As the tradition has evolved, presidential ties and scarves have been presented as gifts by the incoming RI president to district governors, directors, trustees, and others at the International Assembly. Most presidents also give them to dignitaries outside the organization. The remaining limited-edition ties and scarves are distributed upon request to Rotarians who make US$125 contributions to the Foundation (until supplies run out).

The design is usually related to the theme the president chooses, and the president's spouse is often involved in the final selection of the tie and the scarf. John Kenny's tie is embossed with a pattern of splayed hands in keeping with the theme The Future of Rotary Is in Your Hands. The tie that landed with Ray Klinginsmith's presidency connects with the theme for his term, Building Communities – Bridging Continents.

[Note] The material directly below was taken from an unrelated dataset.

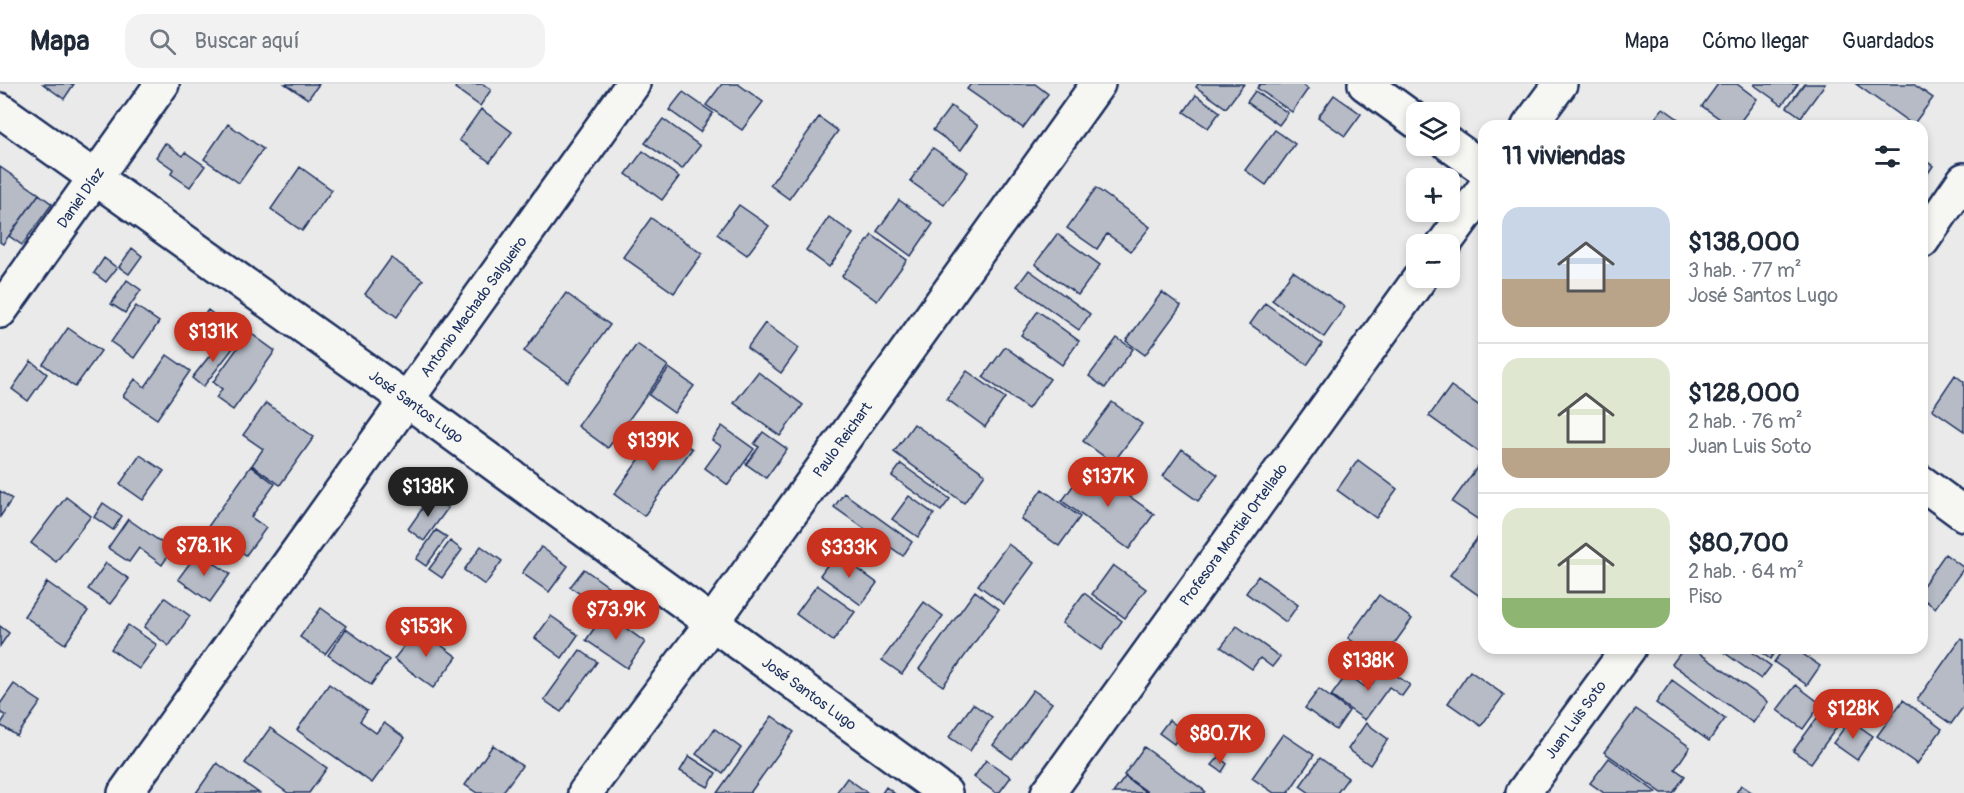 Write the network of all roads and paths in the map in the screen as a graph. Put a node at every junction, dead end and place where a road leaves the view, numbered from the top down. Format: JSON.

Designing the presidential tie "is the most fun thing that we do," says Jane DeMoss, manager of the Design Department at RI headquarters in Evanston, Ill., USA. The process, from initial concept to final production, typically takes about six months.

The eight designers on staff each provide several ideas based on the incoming president's chosen theme and jacket as well as personality and culture. The tie manufacturer adapts the designs and presents samples to the president-elect to choose from. Although it may not be a heated competition, there is, of necessity, a neck-and-neck battle.